Secretary of State Hillary Rodham Clinton, former President Bill Clinton and Labor Secretary Hilda Solis, right, attend the grand opening ceremony of the new Caracol Industrial Park in Haiti on Monday.
An all-star turnout was expected for the opening of the industrial park more than 100 miles from the slowly recovering quake zone. Sean Penn, who has run his own aid effort in Haiti, was there, along with actor Ben Stiller and fashion designer Donna Karan.
Earlier, thousands of Haitians, many of them standing outside small roadside huts, waved at the secretary of state’s motorcade as it wound its way from the airport. She and other U.S. officials, including Labor Secretary Hilda Solis and Sen. Patrick Leahy, a Democrat from Vermont, toured a housing development for industrial park workers supported by the U.S. Agency for International Development.
Hillary Rodham Clinton told a roomful of investors that she had made Haiti a priority when she became secretary of state.
“We had learned that supporting long-term prosperity in Haiti meant more than providing aid,” she said. “It required investments in infrastructure and the economy that would help the Haitian people achieve their own dreams.
“So we shifted our assistance to investments to address some of the biggest challenges facing this country: creating jobs and sustainable economic growth,” she added.
The secretary of state noted there were three presidents gathered in one room to celebrate the opening: her husband, former American President Bill Clinton, current Haitian President Michel Martelly and his predecessor Rene Preval.

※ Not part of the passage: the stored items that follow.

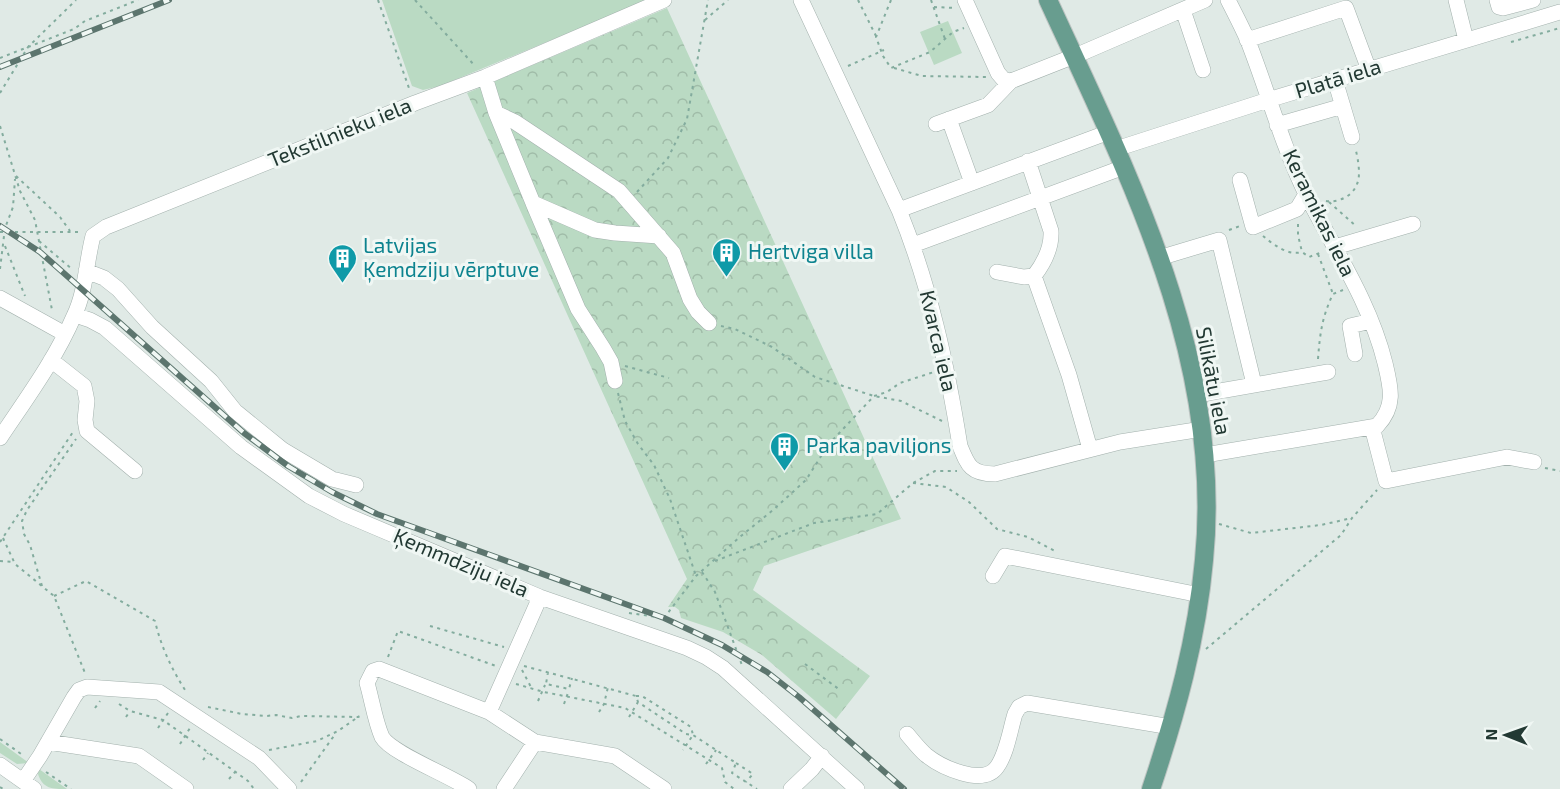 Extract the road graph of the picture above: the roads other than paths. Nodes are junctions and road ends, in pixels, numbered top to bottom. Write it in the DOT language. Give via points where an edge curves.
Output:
graph roads {
  1 [pos="664,0"];
  2 [pos="801,0"];
  3 [pos="1048,0"];
  4 [pos="1205,0"];
  5 [pos="1228,0"];
  6 [pos="1456,0"];
  7 [pos="1497,0"];
  8 [pos="1533,0"];
  9 [pos="966,4"];
  10 [pos="1182,10"];
  11 [pos="1560,12"];
  12 [pos="1248,40"];
  13 [pos="1466,40"];
  14 [pos="1074,56"];
  15 [pos="1203,70"];
  16 [pos="1369,70"];
  17 [pos="485,77"];
  18 [pos="1004,77"];
  19 [pos="1335,80"];
  20 [pos="1268,100"];
  21 [pos="1342,106"];
  22 [pos="496,113"];
  23 [pos="1277,125"];
  24 [pos="1109,132"];
  25 [pos="1352,137"];
  26 [pos="1116,149"];
  27 [pos="1028,161"];
  28 [pos="1124,167"];
  29 [pos="1240,180"];
  30 [pos="972,183"];
  31 [pos="1306,194"];
  32 [pos="1041,197"];
  33 [pos="533,203"];
  34 [pos="899,210"];
  35 [pos="1413,224"];
  36 [pos="659,236"];
  37 [pos="913,245"];
  38 [pos="1335,246"];
  39 [pos="1159,258"];
  40 [pos="997,272"];
  41 [pos="1034,276"];
  42 [pos="86,277"];
  43 [pos="0,298"];
  44 [pos="75,315"];
  45 [pos="1371,321"];
  46 [pos="709,323"];
  47 [pos="60,332"];
  48 [pos="1355,354"];
  49 [pos="51,360"];
  50 [pos="1322,373"];
  51 [pos="615,381"];
  52 [pos="1254,384"];
  53 [pos="1197,395"];
  54 [pos="1374,426"];
  55 [pos="1202,429"];
  56 [pos="0,438"];
  57 [pos="1090,449"];
  58 [pos="1205,455"];
  59 [pos="1534,462"];
  60 [pos="135,471"];
  61 [pos="356,485"];
  62 [pos="993,576"];
  63 [pos="1200,595"];
  64 [pos="540,597"];
  65 [pos="489,712"];
  66 [pos="1172,727"];
  67 [pos="907,734"];
  68 [pos="48,742"];
  69 [pos="535,742"];
  70 [pos="822,756"];
  71 [pos="0,765"];
  72 [pos="28,785"];
  73 [pos="295,786"];
  74 [pos="186,789"];
  75 [pos="469,789"];
  76 [pos="504,789"];
  77 [pos="664,789"];
  78 [pos="790,789"];
  79 [pos="857,789"];
  80 [pos="1151,789"];
  1 -- 17 [label="street, Tekstilnieku iela"];
  2 -- 34 [label="street, Kvarca iela"];
  3 -- 14 [label="main road, Silikātu iela"];
  4 -- 10 [label="street"];
  5 -- 12 [label="street, Keramikas iela"];
  6 -- 13 [label="street"];
  7 -- 8 [label="street" via="1503,8"];
  9 -- 18 [label="street"];
  10 -- 14 [label="street"];
  10 -- 15 [label="street"];
  11 -- 13 [label="street, Platā iela"];
  12 -- 16 [label="street" via="1346,8"];
  12 -- 20 [label="street, Keramikas iela"];
  13 -- 16 [label="street, Platā iela"];
  14 -- 18 [label="street"];
  14 -- 24 [label="main road, Silikātu iela"];
  16 -- 19 [label="street, Platā iela"];
  17 -- 22 [label="street"];
  17 -- 42 [label="street, Tekstilnieku iela" via="106,227 93,236"];
  18 -- 30 [label="street" via="988,105 942,121"];
  19 -- 20 [label="street, Platā iela"];
  19 -- 21 [label="street"];
  20 -- 23 [label="street, Keramikas iela"];
  20 -- 26 [label="street, Platā iela"];
  21 -- 23 [label="street"];
  21 -- 25 [label="street"];
  22 -- 33 [label="street"];
  22 -- 36 [label="street" via="608,182"];
  23 -- 31 [label="street, Keramikas iela"];
  24 -- 26 [label="main road, Silikātu iela"];
  24 -- 27 [label="street"];
  26 -- 28 [label="main road, Silikātu iela"];
  27 -- 30 [label="street"];
  27 -- 32 [label="street"];
  28 -- 32 [label="street"];
  28 -- 39 [label="main road, Silikātu iela"];
  29 -- 31 [label="street" via="1252,227 1297,209"];
  30 -- 34 [label="street"];
  31 -- 38 [label="street, Keramikas iela"];
  32 -- 37 [label="street"];
  32 -- 41 [label="street" via="1052,243"];
  33 -- 36 [label="street" via="595,230"];
  33 -- 51 [label="street" via="578,309 611,362"];
  34 -- 37 [label="street, Kvarca iela"];
  35 -- 38 [label="street"];
  36 -- 46 [label="street" via="673,253 694,305"];
  37 -- 57 [label="street, Kvarca iela" via="936,321 960,446 967,462 983,474 995,474"];
  38 -- 45 [label="street, Keramikas iela"];
  39 -- 52 [label="street" via="1219,240"];
  39 -- 53 [label="main road, Silikātu iela" via="1170,286"];
  40 -- 41 [label="street"];
  41 -- 57 [label="street"];
  42 -- 44 [label="street"];
  42 -- 61 [label="street" via="104,278 117,289 211,381 235,411 284,450 333,479"];
  43 -- 47 [label="street"];
  44 -- 47 [label="street"];
  44 -- 64 [label="street, Ķemmdziju iela" via="105,328 241,447 309,496"];
  45 -- 48 [label="street" via="1350,326"];
  45 -- 54 [label="street, Keramikas iela" via="1390,390 1390,407"];
  47 -- 49 [label="street"];
  49 -- 56 [label="street"];
  49 -- 60 [label="street" via="84,386 87,431"];
  50 -- 52 [label="street"];
  52 -- 53 [label="street"];
  53 -- 55 [label="main road, Silikātu iela"];
  54 -- 58 [label="street"];
  54 -- 59 [label="street" via="1386,481 1507,457"];
  55 -- 57 [label="street"];
  55 -- 58 [label="main road, Silikātu iela"];
  58 -- 63 [label="main road, Silikātu iela" via="1206,524"];
  62 -- 63 [label="street" via="1005,556"];
  63 -- 66 [label="main road, Silikātu iela"];
  64 -- 65 [label="street" via="513,666"];
  64 -- 70 [label="street, Ķemmdziju iela" via="697,652 723,668"];
  65 -- 69 [label="street"];
  65 -- 75 [label="street" via="379,669 373,671 367,683 383,738 394,749"];
  66 -- 67 [label="street" via="1023,704 1015,714 998,767 982,776 938,763"];
  66 -- 80 [label="main road, Silikātu iela"];
  68 -- 72 [label="street"];
  68 -- 73 [label="street" via="83,690 159,692 194,711"];
  68 -- 74 [label="street" via="139,756"];
  69 -- 76 [label="street"];
  69 -- 77 [label="street" via="615,756"];
  70 -- 78 [label="street"];
  70 -- 79 [label="street, Ķemmdziju iela"];
  71 -- 72 [label="street"];
}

Bill Clinton, now a U.N. special envoy for Haiti, arrived in Caracol separately from his wife.
The Clintons and their allies hope that the $300 million industrial facility will transform the northern part of this impoverished country by providing thousands of desperately needed jobs.
Some Haitians have a sharply different view. They say the Caracol Industrial Park does little more than replicate failed efforts from the past and contend it will benefit outsiders more than Haitians. They also worry it will harm some of the few pieces of undamaged environment that still exist in Haiti.
“It’s really all-in on this project, and there’s a high bar to deliver,” said Laurent Dubois, a historian who teaches at Duke University and is author of ‘‘Haiti: The Aftershocks of History.” “It really needs to deliver in a big way so that people will think, yeah, this was the right thing to do.”